Part of the confusion surrounding the sign issue is that there are a number of possible categories into which these type of notices fall in the bylaw. There are clauses dealing with “Temporary Neighbourhood Event Signs”, Temporary Community Mobile Signs”, “Temporary signs advertising charitable or community services or events”, and “Temporary Portable, Mobile, Banner, Charitable and Special Occasion Signs”. It takes a very careful reading of the law to identify which kind of sign is covered by the various clauses, and the overall effect is to confuse those sincerely trying to abide by the terms of the bylaw.
Some of the signs that have been removed by Bylaw Enforcement officers were, it was believed, properly set back from roads and sidewalks, and some were even on private property. It may be that the officials themselves are unclear on what is, and is not, permitted.
But even when the conditions of the law are understood, some of the restrictions are upsetting residents. For example, a service group or other voluntary organisation or church which is holding a special event, or a fund raiser for charity, is restricted to having signs out for no more than two weeks before the event. Signs must be removed one day afterwards. Experience has shown that it often requires a longer advertising lead-in to an event, especially when ticket sales are a factor.

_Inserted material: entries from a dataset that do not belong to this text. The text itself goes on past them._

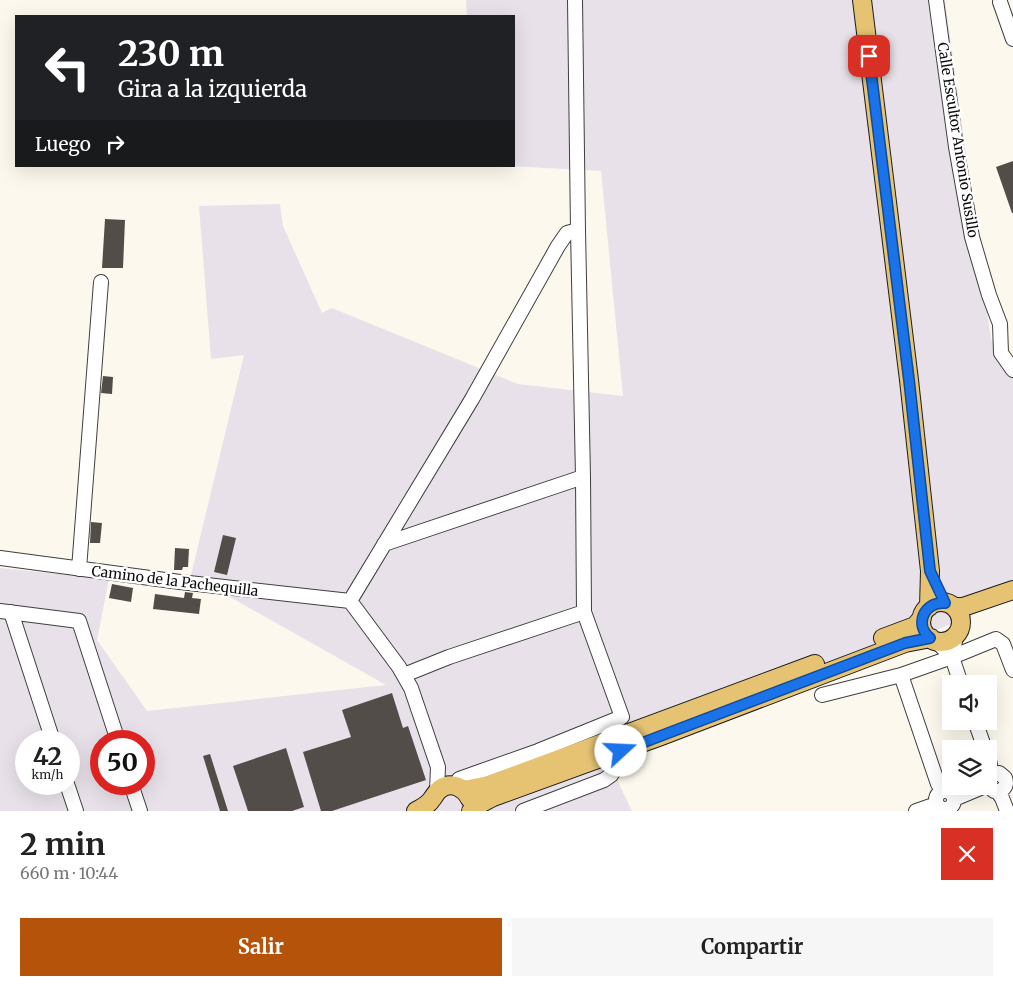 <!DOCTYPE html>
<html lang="es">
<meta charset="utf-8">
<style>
:root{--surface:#fff;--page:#f6f6f6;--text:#222;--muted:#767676;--accent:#b45309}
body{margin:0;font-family:Merriweather,serif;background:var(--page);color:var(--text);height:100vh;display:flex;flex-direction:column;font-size:19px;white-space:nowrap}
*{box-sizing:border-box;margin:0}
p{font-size:16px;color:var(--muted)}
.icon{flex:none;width:28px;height:28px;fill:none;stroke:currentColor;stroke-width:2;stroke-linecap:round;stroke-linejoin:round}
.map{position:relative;height:811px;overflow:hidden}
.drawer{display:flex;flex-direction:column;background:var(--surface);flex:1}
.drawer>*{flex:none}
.banner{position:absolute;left:15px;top:15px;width:500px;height:152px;border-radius:0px;box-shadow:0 5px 20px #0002;background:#202124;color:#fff;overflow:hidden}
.tools{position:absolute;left:942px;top:675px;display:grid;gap:10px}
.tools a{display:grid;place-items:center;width:55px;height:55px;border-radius:0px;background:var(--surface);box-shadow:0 5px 20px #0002;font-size:25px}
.speed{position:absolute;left:15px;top:730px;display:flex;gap:10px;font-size:25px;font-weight:700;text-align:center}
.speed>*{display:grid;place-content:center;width:65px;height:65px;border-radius:50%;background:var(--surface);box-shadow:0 5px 20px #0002;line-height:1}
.speed small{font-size:12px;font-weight:400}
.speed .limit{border:8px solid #d22;background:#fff;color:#111}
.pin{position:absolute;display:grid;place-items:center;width:42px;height:42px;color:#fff;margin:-21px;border-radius:10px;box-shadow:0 2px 8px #0006}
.me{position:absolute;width:55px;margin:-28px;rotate:70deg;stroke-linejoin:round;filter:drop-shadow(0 0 4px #0008)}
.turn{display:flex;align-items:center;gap:18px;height:105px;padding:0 20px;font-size:22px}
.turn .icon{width:65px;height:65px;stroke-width:2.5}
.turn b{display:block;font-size:35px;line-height:42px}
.then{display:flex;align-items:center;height:48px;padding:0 20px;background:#0003;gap:10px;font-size:19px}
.round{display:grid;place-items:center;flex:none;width:52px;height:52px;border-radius:0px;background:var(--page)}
.head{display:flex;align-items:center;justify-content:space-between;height:85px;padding:0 20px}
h1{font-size:30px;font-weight:700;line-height:38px}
.cta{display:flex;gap:10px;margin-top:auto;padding:10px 20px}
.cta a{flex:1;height:58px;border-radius:0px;background:var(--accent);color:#fff;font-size:20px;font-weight:700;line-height:58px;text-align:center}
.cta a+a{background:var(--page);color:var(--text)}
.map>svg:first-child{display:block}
.industrial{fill:#e8e1e9;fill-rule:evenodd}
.building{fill:#534d4a}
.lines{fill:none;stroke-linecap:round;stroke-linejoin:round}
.minor-casing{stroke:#3f3f3f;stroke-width:16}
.major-casing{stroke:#1d1d1d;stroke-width:20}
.minor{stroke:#fff;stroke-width:14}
.major{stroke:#e6c373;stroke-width:18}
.route-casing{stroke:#114b97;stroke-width:12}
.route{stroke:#1a73e8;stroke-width:9}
.labels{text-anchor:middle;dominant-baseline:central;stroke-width:5;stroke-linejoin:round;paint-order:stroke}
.street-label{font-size:14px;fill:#0c0c0c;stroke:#fff}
</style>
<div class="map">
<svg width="1013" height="811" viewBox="0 0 1013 811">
<rect width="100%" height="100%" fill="#fdf8ed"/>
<!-- industrial -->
<path class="industrial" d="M466,0H945L991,340L1013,371V598L611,767L632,811H0V568L109,579L97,640L147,711L386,685L191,575L244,355L211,359L199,206L280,204L283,226L322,313L332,308L518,384L623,396L601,171L509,166H514V16H467ZM26,741H69V784H26ZM101,741H144V784H101Z"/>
<!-- building -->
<path class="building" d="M1013,161V213H1012L996,167Z
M105,219L125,220L123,268H102Z
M103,376L113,377L112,394L101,393Z
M91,522L102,523L100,543H90Z
M223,535L236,538L227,575L214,572Z
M175,548L189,549L188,567H183L182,570H174Z
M112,584L133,588L131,602L109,598Z
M185,592L193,593L192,598L201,599L199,614L153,609L155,594L184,598Z
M392,693L403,728L408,726L426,780L332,811H321L303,752L351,737L342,710Z
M286,748L304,807L292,811H248L233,766Z
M210,754L228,811H220L203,756Z"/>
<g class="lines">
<!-- minor casing -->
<g class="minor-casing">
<path id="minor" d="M575,0L578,230L583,477
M936,0L956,147L972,237L989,295L1000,324L1001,353L1013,370
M1000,2L1013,39
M384,544L583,477L584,612L449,657L404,675
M0,558L180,582L350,601
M79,569L101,282
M350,601L472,399L558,246L567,233L578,230
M350,601L399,667L411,688L438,767L437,791
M0,611L79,621L118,741
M11,612L53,741
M936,641L952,657L961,684
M952,657L956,635
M901,675L938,784
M822,695L901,675L952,657L996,639L1003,644L1013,670
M975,721L985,749
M989,760L992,775
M989,778L992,775L999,773L1005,778C1008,786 1003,792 994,791L989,786
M67,784L76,811
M131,784L140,811
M456,786L459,779L538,751L622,717L584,612
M936 800a9 9 0 1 1 18 0a9 9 0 1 1-18 0Z
M997,791L1002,798L1007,811
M954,799L985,786
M523,811L604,780L611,775L615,769L609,755
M916,811L936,804"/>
</g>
<!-- major casing -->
<g class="major-casing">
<path id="major" d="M862,0L909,380L930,571L929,607
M921 622a20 20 0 1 1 40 0a20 20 0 1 1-40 0Z
M954,607H963L1013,590
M883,638L915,626L922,618
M464,790L489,785L815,664
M416,811C422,808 428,805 432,799C435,795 436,792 440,789C451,781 464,787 470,799
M471,811L476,806L493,797L661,736L905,643L931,638"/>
</g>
<!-- minor -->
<use href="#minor" class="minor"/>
<!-- major -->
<use href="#major" class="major"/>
</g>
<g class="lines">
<!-- route casing -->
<g class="route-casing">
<path id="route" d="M621,751L905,643L930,638C914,625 924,601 945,603L930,571L909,380L869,56"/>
</g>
<!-- route -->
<use href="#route" class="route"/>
</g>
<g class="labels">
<!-- street labels -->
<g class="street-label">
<text transform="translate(958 140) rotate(81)">Calle Escultor Antonio Susillo</text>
<text transform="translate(175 581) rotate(7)">Camino de la Pachequilla</text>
</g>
</g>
</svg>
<div class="tools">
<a><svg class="icon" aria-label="sound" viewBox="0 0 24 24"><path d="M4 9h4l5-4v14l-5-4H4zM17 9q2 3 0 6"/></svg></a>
<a><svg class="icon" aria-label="layers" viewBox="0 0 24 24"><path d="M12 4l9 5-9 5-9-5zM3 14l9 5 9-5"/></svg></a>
</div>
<div class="speed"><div>42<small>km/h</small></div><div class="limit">50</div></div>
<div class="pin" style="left:869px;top:56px;background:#d93025"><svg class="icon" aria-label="arrive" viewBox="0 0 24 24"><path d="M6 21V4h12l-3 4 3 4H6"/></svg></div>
<svg class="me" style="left:621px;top:751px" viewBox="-20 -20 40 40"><circle r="19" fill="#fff"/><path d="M0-13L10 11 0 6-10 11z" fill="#1a73e8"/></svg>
<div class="banner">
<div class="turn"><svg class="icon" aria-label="left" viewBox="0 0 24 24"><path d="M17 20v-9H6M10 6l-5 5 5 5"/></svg><div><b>230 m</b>Gira a la izquierda</div></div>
<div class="then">Luego<svg class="icon" aria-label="right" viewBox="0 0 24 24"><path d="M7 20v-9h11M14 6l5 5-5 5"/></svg></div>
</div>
</div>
<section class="drawer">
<div class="head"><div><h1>2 min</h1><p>660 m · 10:44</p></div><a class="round" style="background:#d93025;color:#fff"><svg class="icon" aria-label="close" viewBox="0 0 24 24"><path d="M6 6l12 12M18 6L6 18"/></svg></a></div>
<div class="cta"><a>Salir</a><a>Compartir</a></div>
</section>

To make things even more restrictive, none of these charitable and voluntary groups are allowed to advertise more than two events every year. For churches, for example, this means that, aside from Christmas and Easter, they cannot advertise any other event at all by using temporary signs. Furthermore, in most cases, the two events they are allowed to advertise in this way must take place more than 90 days apart.
Chief Hutt has pointed out that the text of the bylaw had to be careful to meet all legal requirements, and that meant that an educational component was necessary to ensure that those affected by the new law were informed as to its terms. This was done with regard to local businesses, but it was harder to inform churches, service groups and similar groups about the demands of the bylaw. As a result, some signs were removed and returned to their owners, but no fines were levied, and further information was provided for future use.
It is hoped that the terms of the bylaw will be revisited in the future to allow the municipality to enforce it with more flexibility with regard to charitable events. Chief Hutt notes that the wording of bylaws from similarly situated municipalities was used in framing the new bylaw, but it will be reviewed to see which are applicable to NG and which need to be re-framed to deal with our unique situation. A Concise Guide to the Signs Bylaw has been produced by Chief Hutt’s office and is available to all those interested in advertising their events in future. The NG Times will publish the guidelines in coming issues.